Танхум, который пуще огня боялся всяких проклятий, сплюнул три раза через левое плечо.
– Что, худо тебе? Обратно идут наши лепешки? – продолжала донимать Танхума Фрейда.
– Нет, что ты, я сплюнул, чтобы твои проклятия пали на головы врагов наших, а не на нас,. – ответил Танхум. – Я тоже ем хлеб из муки, в которую примешана ячменная. Кто теперь ест чистый пшеничный хлеб? Если у кого и сохранился небольшой запас пшеницы, то его берегут для посева. Если его съесть, сеять нечем будет. А не посеешь, в будущем году подохнем с голоду.
Танхум помолчал с минуту. Он ждал, не отзовутся ли отец или брат хоть словом на его речи. Но они сидели с опущенными головами, занятые каждый своими мыслями.
Видя, что никто ему не отвечает, Танхум продолжал:
– Ну ничего, с хлебом продержимся, перемучаемся как-нибудь. Немного муки для приварка я отложил на праздники, да и вы, я думаю, успели смолоть пшеницу, которую я дал отцу.
– Если у тебя самого так мало хлеба, – перебила Танхума Фрейда, – зачем же ты нам его дал?
– А что будешь делать, – притворно вздохнул Танхум, – сейчас такое тяжелое время! Еще раз говорю: снесите мою пшеницу на мельницу – и вот вам готовая мука для лапши на субботу.
– Мука на приварок! Мука для лапши! А всей твоей пшеницы едва хватит неделю кормить кур, – расхохоталась Фрейда.
– Сколько было, столько и дал, – обиделся Танхум и вышел из хаты.
«Худой мешок не наполнишь, – мелькнула у него злобная мысль. – Сколько ни сыпь, все уйдет через дыры. Уж лучше бы ничего не давать… А может, наоборот, лучше бы дать больше: глядишь – и оценили бы».

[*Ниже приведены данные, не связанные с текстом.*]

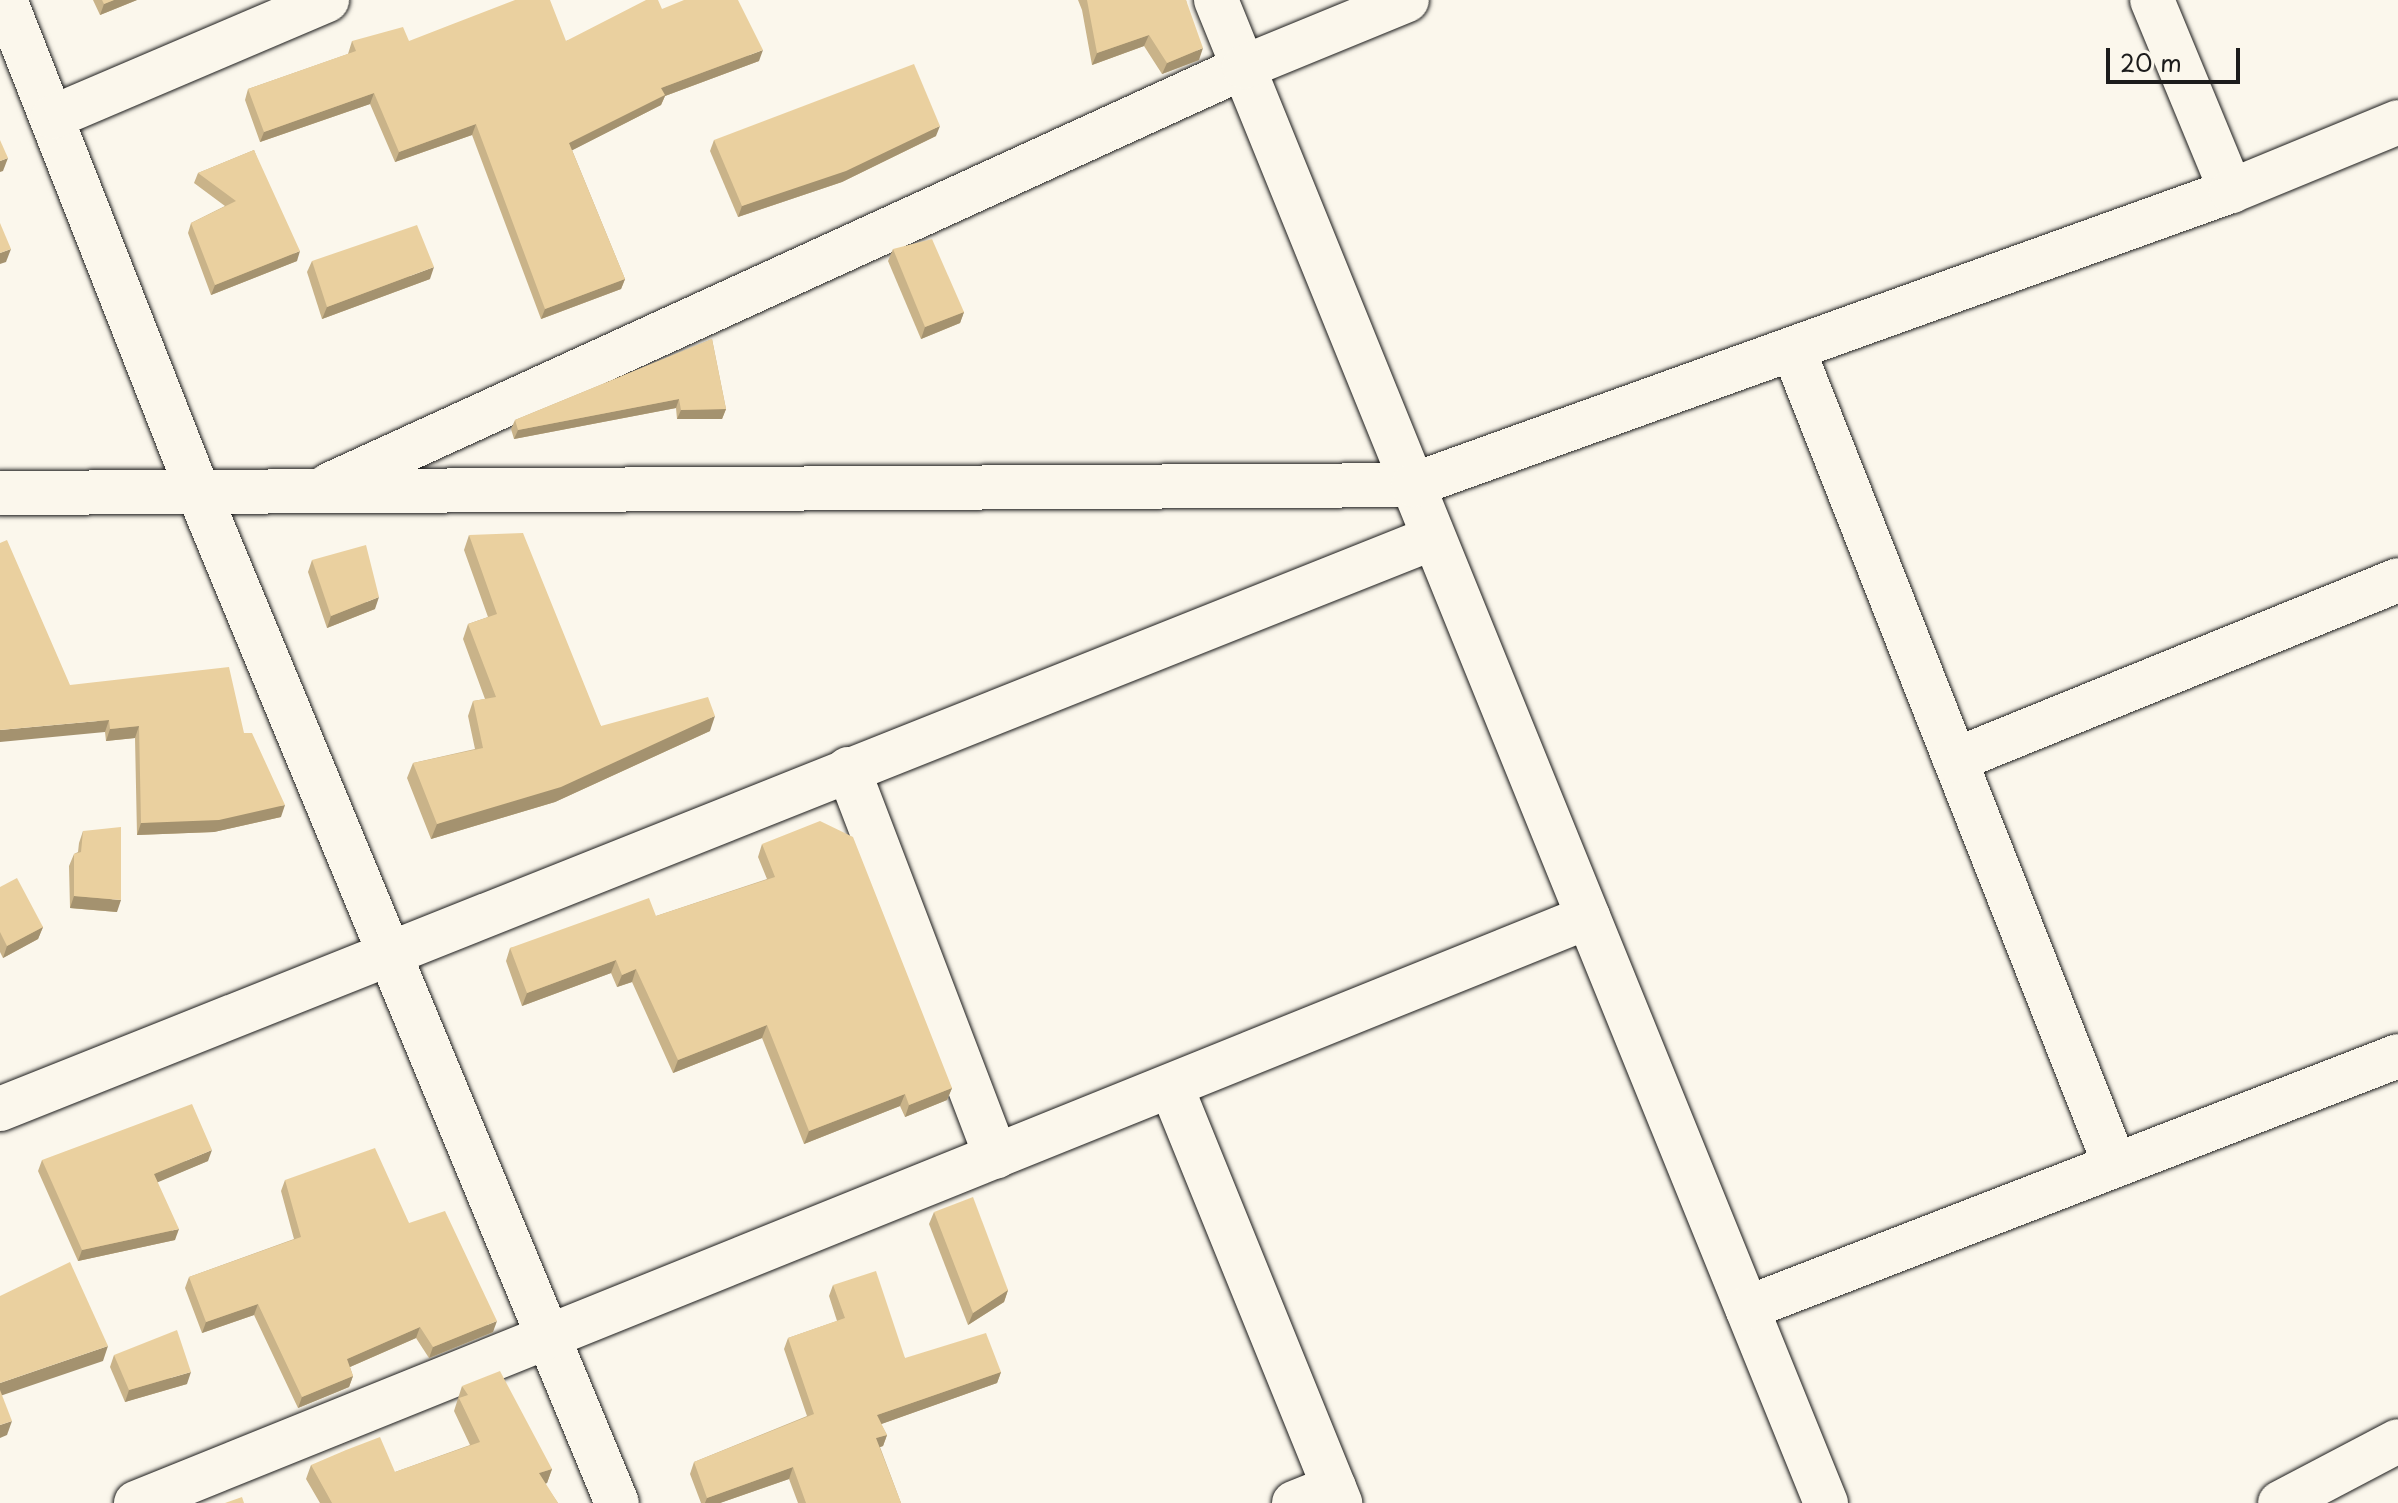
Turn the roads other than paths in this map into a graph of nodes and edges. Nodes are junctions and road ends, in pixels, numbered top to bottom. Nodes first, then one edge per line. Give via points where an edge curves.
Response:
1 (5, 0) edge
2 (327, 0) edge
3 (1216, 0) edge
4 (1407, 0) edge
5 (2152, 0) edge
6 (1244, 67) junction
7 (53, 117) junction
8 (2398, 122) edge
9 (2231, 191) junction
10 (1793, 349) junction
11 (1413, 485) junction
12 (315, 492) junction
13 (0, 493) edge
14 (199, 494) junction
15 (1433, 538) junction
16 (2398, 580) edge
17 (1955, 760) junction
18 (848, 769) junction
19 (1588, 917) junction
20 (392, 952) junction
21 (2398, 1056) edge
22 (1171, 1086) junction
23 (0, 1108) edge
24 (996, 1157) junction
25 (2115, 1165) junction
26 (1747, 1308) junction
27 (549, 1337) junction
28 (2398, 1441) edge
29 (1337, 1495) edge
30 (136, 1503) edge
31 (617, 1503) edge
32 (1294, 1503) edge
33 (1826, 1503) edge
34 (2280, 1503) edge

1 - 7 street
2 - 7 street
3 - 6 street
4 - 6 street
5 - 9 street
6 - 11 street
6 - 12 street
7 - 14 street
8 - 9 street
9 - 10 street
10 - 11 street
10 - 17 street
11 - 12 street
11 - 15 street
12 - 14 street
13 - 14 street
14 - 20 street
15 - 18 street
15 - 19 street
16 - 17 street
17 - 25 street
18 - 20 street
18 - 24 street
19 - 22 street
19 - 26 street
20 - 23 street
20 - 27 street
21 - 25 street
22 - 24 street
22 - 29 street
24 - 27 street
25 - 26 street
26 - 33 street
27 - 30 street
27 - 31 street
28 - 34 street
29 - 32 street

Беспокойство за зерно терзало его беспрерывно. Шутка сказать – отдать в чужие руки такое добро! Но другого выхода не было.
«Если уж родному отцу не верить, то кому же верить?» – утешал он себя, шагая домой.
Так, в большой тревоге и волнениях, прошло еще несколько дней.
И вот как-то поздним вечером, в густых сумерках, Танхум решил снова наведаться к отцу, чтобы хоть краем глаза взглянуть, цело ли его добро. Подойдя к домику и увидев у ворот какую-то подводу, Танхум насторожился.
«Власть приехала», – только и успел подумать он, услышав голос Давида.
Стараясь не выдать своего волнения, Танхум вошел в хату.
За столом сидел Давид и какой-то военный, видимо продармеец.
– Пришел в гости… Тянет к родному дому, – сказал Танхум, чтобы как-нибудь завязать разговор. – Ты, кажется, куда-то уезжал? – повернулся он к Давиду. – Хорошо, что хоть своих не забываешь… А мы уж начали было на тебя обижаться – появился в наших краях и тут же исчез…
Давид не ответил ему, беседуя с Бером и Рахмиэлом. Военный, наклонившись к Шимеле, спросил, как зовут дядю.
– Он буржуй, плохой: у него много хлеба, а мне принес плесневелый коржик.